The substitute resolution states that the House “expresses unanimous support for the renomination of the Honorable Ramona Villagomez Manglona to serve as Chief Judge for the U.S. District Court of the Northern Mariana Islands and further recognize her distinguished career as a jurist in and for the CNMI and the United States of America.”
The substitute version also contains more information about the chief judge’s record as well as her professional accomplishments in the last 10 years as a federal judge.
Camacho, after offering the substitute version, said the judge “has done us proud as a people and as a Commonwealth — she is deserving of this recognition.”
Demapan supported Camacho’s substitute version saying, “It’s important that we support the renomination of Judge Manglona.”
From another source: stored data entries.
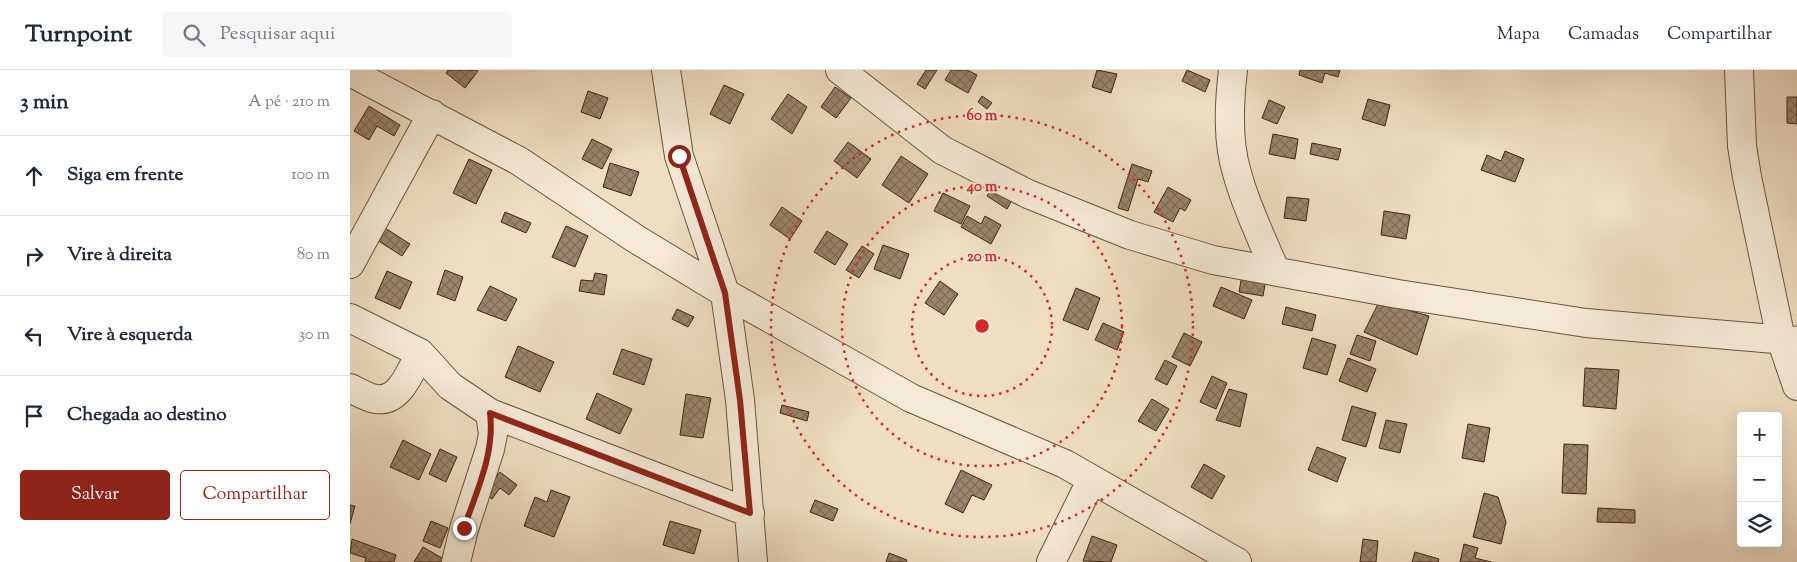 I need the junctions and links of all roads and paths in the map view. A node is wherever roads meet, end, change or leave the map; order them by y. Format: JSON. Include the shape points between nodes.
{"nodes":[{"id":1,"x":666,"y":70,"type":"edge"},
{"id":2,"x":840,"y":70,"type":"edge"},
{"id":3,"x":1233,"y":70,"type":"edge"},
{"id":4,"x":1739,"y":70,"type":"edge"},
{"id":5,"x":350,"y":72,"type":"edge"},
{"id":6,"x":432,"y":114,"type":"junction"},
{"id":7,"x":350,"y":264,"type":"edge"},
{"id":8,"x":1275,"y":270,"type":"junction"},
{"id":9,"x":725,"y":293,"type":"junction"},
{"id":10,"x":350,"y":318,"type":"edge"},
{"id":11,"x":1789,"y":340,"type":"edge"},
{"id":12,"x":420,"y":353,"type":"junction"},
{"id":13,"x":1797,"y":386,"type":"edge"},
{"id":14,"x":350,"y":388,"type":"edge"},
{"id":15,"x":490,"y":413,"type":"junction"},
{"id":16,"x":1091,"y":481,"type":"junction"},
{"id":17,"x":750,"y":513,"type":"junction"},
{"id":18,"x":456,"y":562,"type":"edge"},
{"id":19,"x":753,"y":562,"type":"edge"},
{"id":20,"x":1051,"y":562,"type":"edge"},
{"id":21,"x":1237,"y":562,"type":"edge"}],
"edges":[{"from":1,"to":9,"type":"street","via":[[679,156]]},
{"from":2,"to":8,"type":"street","via":[[942,150],[1028,194],[1140,238],[1213,260]]},
{"from":3,"to":8,"type":"street","via":[[1230,99],[1232,149],[1237,173]]},
{"from":4,"to":11,"type":"street","via":[[1742,146]]},
{"from":5,"to":6,"type":"street"},
{"from":6,"to":7,"type":"street"},
{"from":6,"to":9,"type":"street","via":[[519,160]]},
{"from":8,"to":11,"type":"street","via":[[1398,294],[1586,323]]},
{"from":9,"to":16,"type":"street","via":[[910,398],[1042,454]]},
{"from":9,"to":17,"type":"street","via":[[740,400]]},
{"from":10,"to":12,"type":"street"},
{"from":11,"to":13,"type":"street"},
{"from":12,"to":14,"type":"street","via":[[394,396],[375,399]]},
{"from":12,"to":15,"type":"street","via":[[450,386]]},
{"from":15,"to":17,"type":"street"},
{"from":15,"to":18,"type":"street","via":[[493,434],[490,449]]},
{"from":16,"to":20,"type":"street"},
{"from":16,"to":21,"type":"street"},
{"from":17,"to":19,"type":"street"}]}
Governor Torres last month said he had already instructed his legal counsel to draft a letter expressing support for the judge’s renomination.
In 2011, Judge Manglona became the first person from the CNMI to be appointed as a federal judge, and the first female and first Chamorro judge of the District Court for the NMI.
A former CNMI assistant attorney general, Judge Manglona was an associate judge of the CNMI Superior Court for eight years when President Barack Obama, upon the recommendation of Congressman Kilili, nominated her to serve as federal judge.
She obtained her B.A. from the University of California at Berkeley in 1990, and her J.D. from the University of New Mexico School of Law in 1996.
The U.S. Senate confirmed her nomination in July 2011, and her term will expire this July.
The House of Representatives holds a session on Friday.